I have picked a “schema” for a tile xarray feature store and roughly landed on (tiles, time, x, y). When I process tiles in parallel, and when I have 1 time element (and probably if I have a few more), I get rate limit Exception from gcs. Here is a snippet to show what I am doing:
import dask
import numpy as np
import datetime
years = [2019]
tiles = [f'{t}_876_10' for t in range(0, 1000)]
final_width = 3
final_height = 3
target_features = ['a','b','c']
years_to_datetime = [datetime.datetime(year=year, month=1, day=1) for year in years]
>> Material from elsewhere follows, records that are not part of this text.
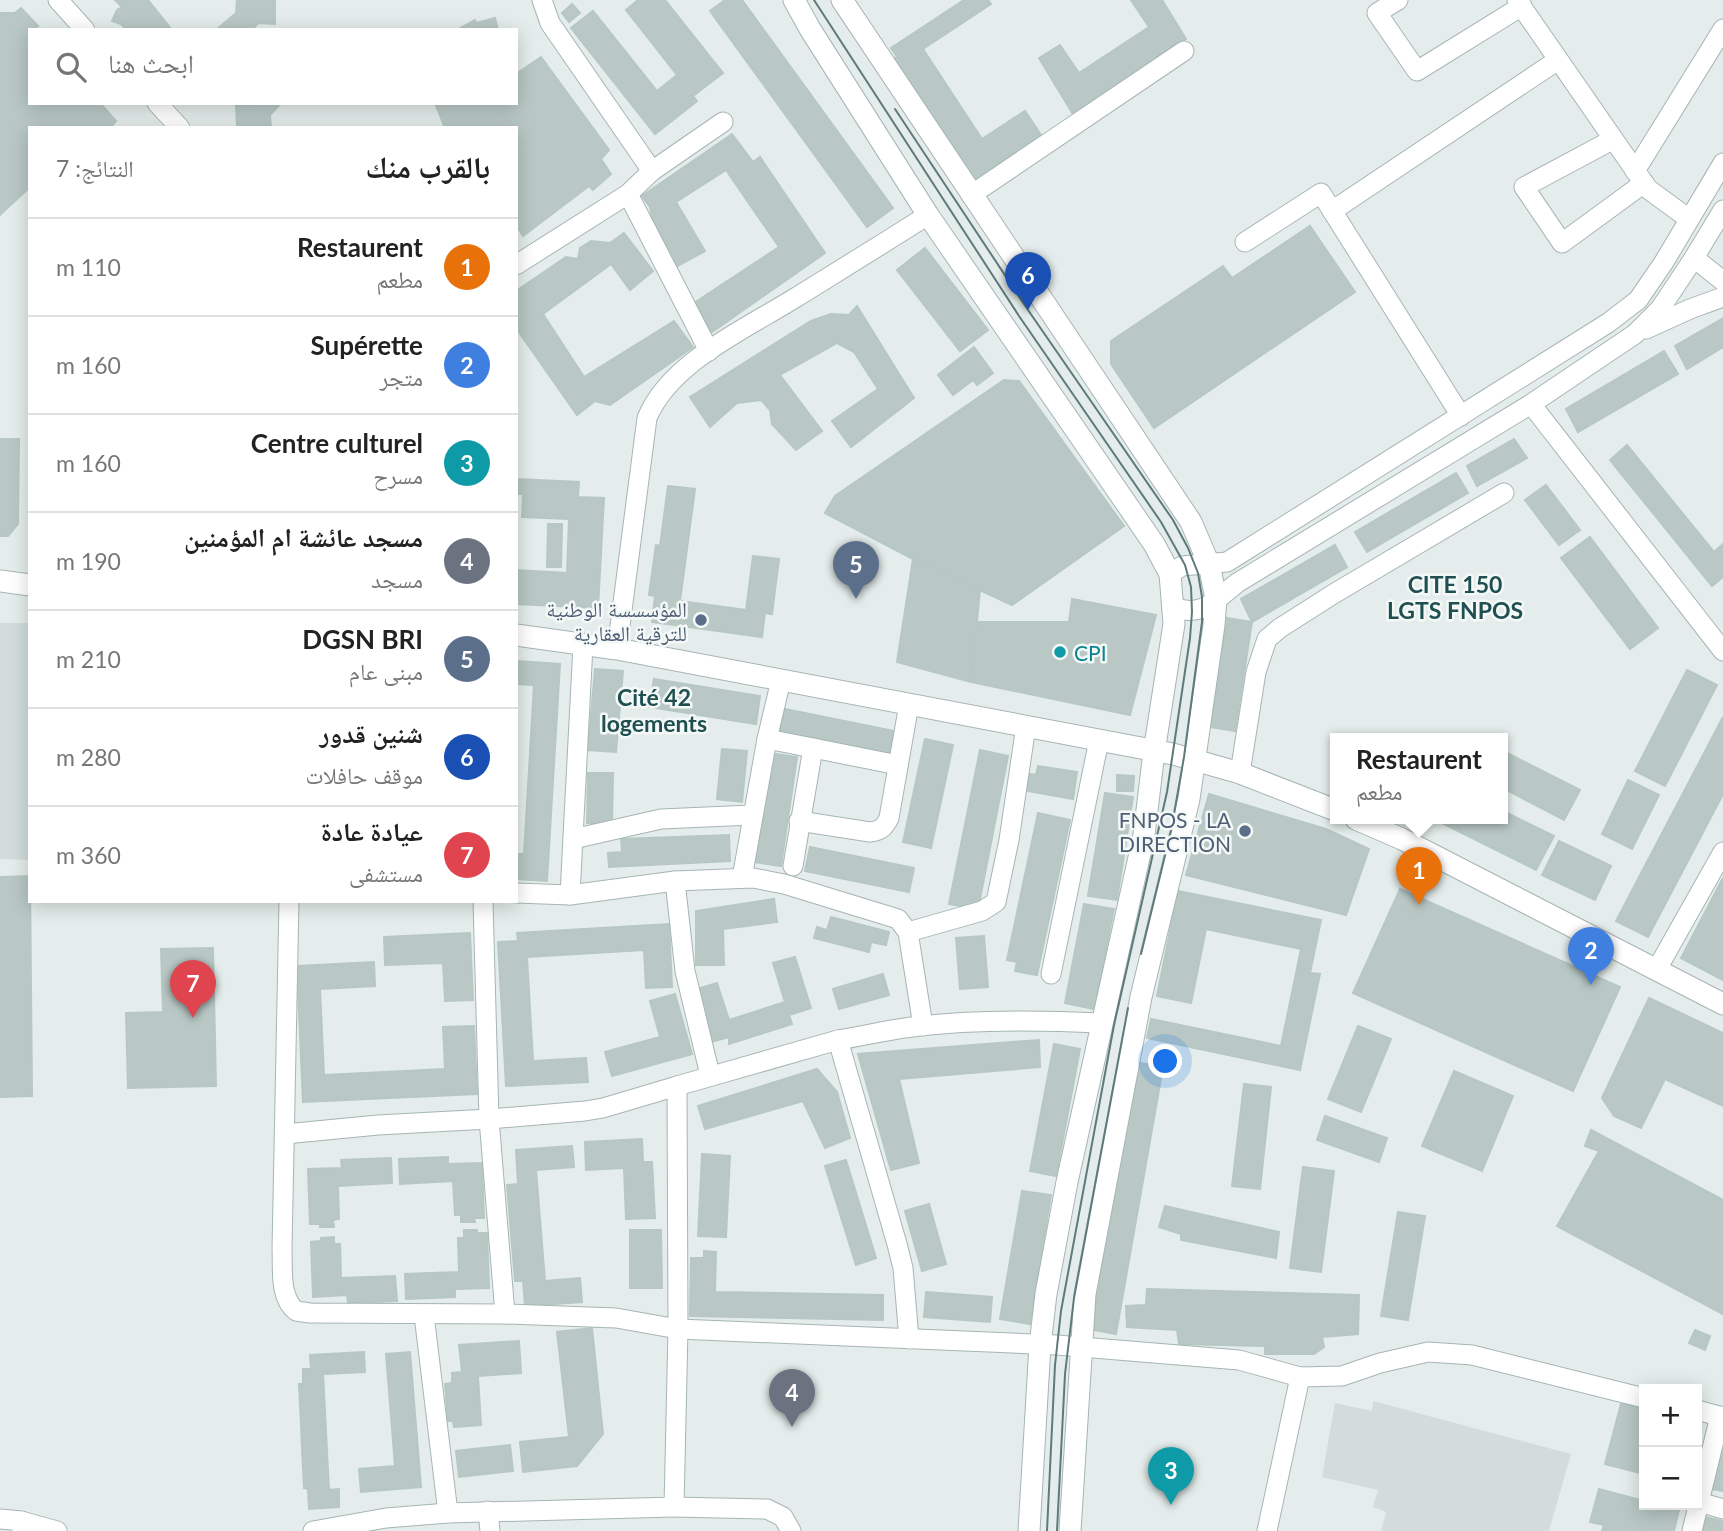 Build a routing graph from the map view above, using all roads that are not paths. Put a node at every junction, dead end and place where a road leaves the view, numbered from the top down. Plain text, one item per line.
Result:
1 (58, 0) edge
2 (542, 0) edge
3 (794, 0) edge
4 (842, 0) edge
5 (1398, 0) edge
6 (1519, 3) edge
7 (83, 28) edge
8 (1723, 29) edge
9 (1184, 51) dead end
10 (1558, 60) junction
11 (159, 105) edge
12 (723, 122) dead end
13 (178, 126) edge
14 (1612, 140) junction
15 (1723, 163) edge
16 (652, 171) junction
17 (1639, 177) junction
18 (628, 194) junction
19 (971, 195) junction
20 (1723, 210) edge
21 (1332, 211) junction
22 (928, 215) junction
23 (1689, 219) junction
24 (1245, 242) dead end
25 (1694, 258) junction
26 (518, 264) edge
27 (1723, 281) edge
28 (1723, 297) edge
29 (1635, 334) junction
30 (709, 351) junction
31 (1531, 404) junction
32 (1461, 416) junction
33 (1503, 493) dead end
34 (1209, 564) junction
35 (1170, 574) junction
36 (0, 581) edge
37 (28, 585) edge
38 (1216, 599) junction
39 (1172, 607) junction
40 (518, 635) edge
41 (583, 645) junction
42 (617, 649) junction
43 (1723, 651) edge
44 (781, 680) junction
45 (909, 704) junction
46 (1027, 726) junction
47 (767, 738) junction
48 (1099, 740) junction
49 (813, 748) junction
50 (1154, 752) junction
51 (1195, 760) junction
52 (898, 765) junction
53 (1240, 773) junction
54 (1330, 808) edge
55 (752, 815) junction
56 (799, 821) junction
57 (1368, 824) edge
58 (573, 839) junction
59 (1723, 852) edge
60 (793, 866) dead end
61 (742, 878) junction
62 (675, 881) junction
63 (518, 894) edge
64 (570, 895) junction
65 (289, 903) edge
66 (483, 903) edge
67 (908, 932) junction
68 (1657, 969) junction
69 (1051, 974) dead end
70 (1723, 1004) edge
71 (1101, 1023) junction
72 (923, 1026) junction
73 (838, 1040) junction
74 (710, 1075) junction
75 (677, 1086) junction
76 (489, 1119) junction
77 (285, 1135) junction
78 (505, 1314) junction
79 (424, 1315) junction
80 (678, 1329) junction
81 (909, 1339) junction
82 (1040, 1345) junction
83 (1080, 1347) junction
84 (1300, 1377) junction
85 (1639, 1397) edge
86 (1702, 1411) edge
87 (1721, 1416) edge
88 (1702, 1490) edge
89 (1702, 1503) edge
90 (674, 1507) junction
91 (1723, 1509) edge
92 (1697, 1510) edge
93 (448, 1513) junction
94 (0, 1519) edge
95 (489, 1521) edge
96 (22, 1526) edge
97 (57, 1531) edge
98 (313, 1531) edge
99 (791, 1531) edge
100 (1029, 1531) edge
101 (1070, 1531) edge
102 (1267, 1531) edge
103 (1692, 1531) edge

1 - 7 street
2 - 16 street
3 - 22 street
4 - 19 street
5 - 6 street
6 - 10 street
8 - 17 street
9 - 19 street
10 - 14 street
10 - 21 street
11 - 13 street
12 - 16 street
14 - 17 street
14 - 17 street
15 - 23 street
16 - 18 street
17 - 23 street
18 - 26 street
18 - 30 street
19 - 34 street
20 - 25 street
21 - 24 street
21 - 32 street
22 - 30 street
22 - 35 street
23 - 32 street
25 - 27 street
25 - 29 street
28 - 29 street
29 - 31 street
30 - 42 street
31 - 38 street
31 - 43 street
32 - 34 street
33 - 53 street
34 - 35 street
34 - 38 street
35 - 39 street
36 - 37 street
38 - 39 street
38 - 51 street
39 - 50 street
40 - 41 street
41 - 42 street
41 - 58 street
42 - 44 street
44 - 45 street
44 - 47 street
45 - 46 street
45 - 52 street
46 - 48 street
46 - 67 street
47 - 49 street
47 - 55 street
48 - 50 street
48 - 69 street
49 - 52 street
49 - 56 street
50 - 51 street
50 - 71 street
51 - 53 street
51 - 83 street
52 - 56 street
53 - 54 street
55 - 58 street
55 - 61 street
56 - 60 street
57 - 68 street
58 - 64 street
59 - 68 street
61 - 62 street
61 - 67 street
62 - 64 street
62 - 74 street
63 - 64 street
65 - 77 street
66 - 76 street
67 - 72 street
68 - 70 street
71 - 72 street
71 - 82 street
72 - 73 street
73 - 74 street
73 - 81 street
74 - 75 street
75 - 76 street
75 - 80 street
76 - 77 street
76 - 78 street
77 - 79 street
78 - 79 street
78 - 80 street
79 - 93 street
80 - 81 street
80 - 90 street
81 - 82 street
82 - 83 street
82 - 100 street
83 - 84 street
83 - 101 street
84 - 85 street
84 - 102 street
86 - 87 street
87 - 88 street
89 - 91 street
90 - 95 street
90 - 99 street
92 - 103 street
93 - 95 street
93 - 98 street
94 - 96 street
96 - 97 street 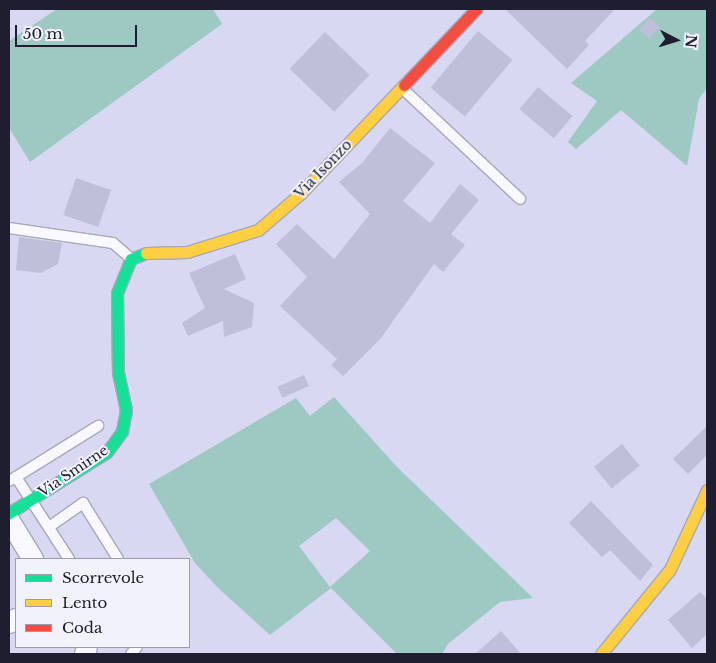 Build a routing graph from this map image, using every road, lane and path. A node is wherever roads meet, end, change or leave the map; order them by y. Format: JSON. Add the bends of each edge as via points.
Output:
{"nodes":[{"id":1,"x":476,"y":9,"type":"edge"},
{"id":2,"x":401,"y":88,"type":"junction"},
{"id":3,"x":520,"y":199,"type":"dead end"},
{"id":4,"x":9,"y":228,"type":"edge"},
{"id":5,"x":131,"y":259,"type":"junction"},
{"id":6,"x":98,"y":426,"type":"dead end"},
{"id":7,"x":13,"y":479,"type":"edge"},
{"id":8,"x":707,"y":490,"type":"edge"},
{"id":9,"x":31,"y":499,"type":"junction"},
{"id":10,"x":9,"y":513,"type":"edge"},
{"id":11,"x":9,"y":520,"type":"edge"},
{"id":12,"x":49,"y":527,"type":"junction"},
{"id":13,"x":32,"y":558,"type":"edge"},
{"id":14,"x":69,"y":558,"type":"edge"},
{"id":15,"x":117,"y":558,"type":"edge"},
{"id":16,"x":601,"y":654,"type":"edge"}],
"edges":[{"from":1,"to":2,"type":"street","name":"Via Isonzo"},
{"from":2,"to":3,"type":"lane"},
{"from":2,"to":5,"type":"street","name":"Via Isonzo","via":[[301,193],[258,230],[187,252],[147,252]]},
{"from":4,"to":5,"type":"lane","via":[[112,243]]},
{"from":5,"to":9,"type":"street","name":"Via Smirne","via":[[117,293],[118,373],[126,410],[122,431],[107,452]]},
{"from":6,"to":7,"type":"lane"},
{"from":7,"to":9,"type":"lane"},
{"from":8,"to":16,"type":"street","via":[[670,569]]},
{"from":9,"to":10,"type":"street","name":"Via Smirne"},
{"from":9,"to":12,"type":"lane"},
{"from":11,"to":13,"type":"street"},
{"from":12,"to":14,"type":"lane"},
{"from":12,"to":15,"type":"lane","via":[[83,503]]}]} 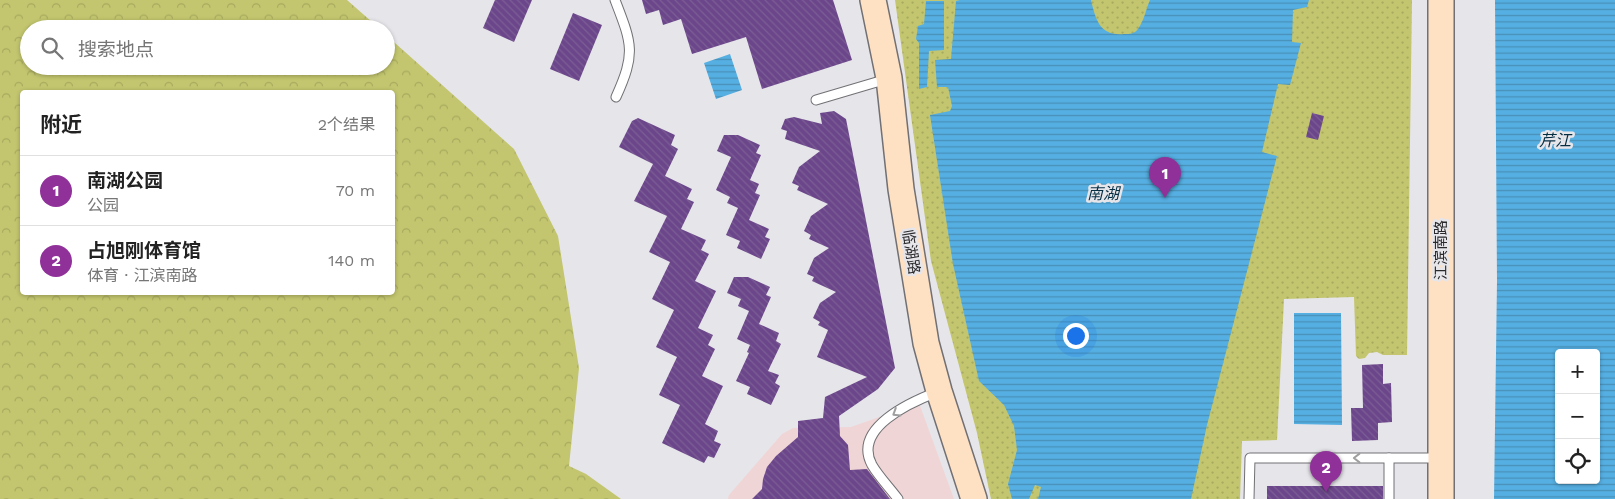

# establish the shape of each feature
dummies = dask.array.zeros(
(len(tiles), len(years), final_width, final_height),
chunks=[1, 1, final_width, final_height],
dtype=np.float32,
)
# establish the shape of the lat and lon coordinates
lon_dummies = dask.array.zeros(
(len(tiles), final_width), dtype="float64", chunks=[1, final_width]
)
lat_dummies = dask.array.zeros(
(len(tiles), final_height), dtype="float64", chunks=[1, final_height]
)
tile_array = dask.array.from_array(np.array(list(tiles)).astype("U17"), chunks=[1])
target = xr.Dataset(
data_vars={nm: (["tile", "time", "x", "y"], dummies) for nm in target_features},
coords={
"lon": (["tile", "x"], lon_dummies),
"lat": (["tile", "y"], lat_dummies),
"tiles": (("tile"), tile_array),
"times": (("time"), years_to_datetime),
},
)
target.to_zarr("gs://blah_datastore/test_tile_fstore", group='tiles', compute=False)
import gcsfs
def write_tile(i):
"""In real life, open geotiffs with rioxarray ( potentially a few for multiple features)"""
target_features = ['a','b','c']
data = np.random.normal(0, 1, 9).reshape((1,1,3,3))
dset = xr.Dataset(
data_vars={nm: (["tile", "time", "x", "y"], data) for nm in target_features},
coords={
"lon": (["tile", "x"], [[1,2,3]]),
"lat": (["tile", "y"], [[4,5,6]]),
"tiles": (("tile"), [str(i)]),
"times": (("time"), years_to_datetime),
}
)
gcs = gcsfs.GCSFileSystem()
store = gcsfs.GCSMap(root="gs://blah_datastore/test_tile_fstore", gcs=gcs, check=False)
dset.to_zarr(
store,
group='tiles',
region={
"time": slice(0, 1),
"tile": slice(i, i + 1),
"x": slice(0, dset.dims["x"]),
"y": slice(0, dset.dims["y"]),
}
)
return dset
futures = client.map(write_tile, range(1000))
results = client.gather(futures)
# gives me
Exception: HttpError('The rate of change requests to the object blah_datastore/test_tile_fstore/tiles/times/0 exceeds the rate limit. Please reduce the rate of create, update, and delete requests., 429')
Question:
How can I avoid rewriting the tile coordinate with every single task and avoid this rate limit Exception? Can I write the coord data for time in advance to and avoiding writing to the same file of chunksize 1?
Other notes:
- Something that is odd in the actual code (not this reproduction) is that the Exception can’t be serialized and I get the whole
str does not have a .get method
which comes from gcsfs.retries module. It took a while to discover this was actually even the issue. - I have tried to not use a dask array with chunks for the target, I have tried to drop variables.
- I have not tried to use a synchronizer or lock, maybe that would help, but would also slow down the writes, which are designed with non-overlapping chunks.
- I have not tried appending and not using region…
- To actually get this to work for the real example, I have to run client.map in batch sizes of 100 to get to 1000. Otherwise, dask seems to get sad from all the tasks. I also do client.restart between batches because rioxarray/gdal seems to love leaving memory around (maybe its chunk cache thing), which ends up with killed workers and a sad user lol.
Thanks for any thoughts!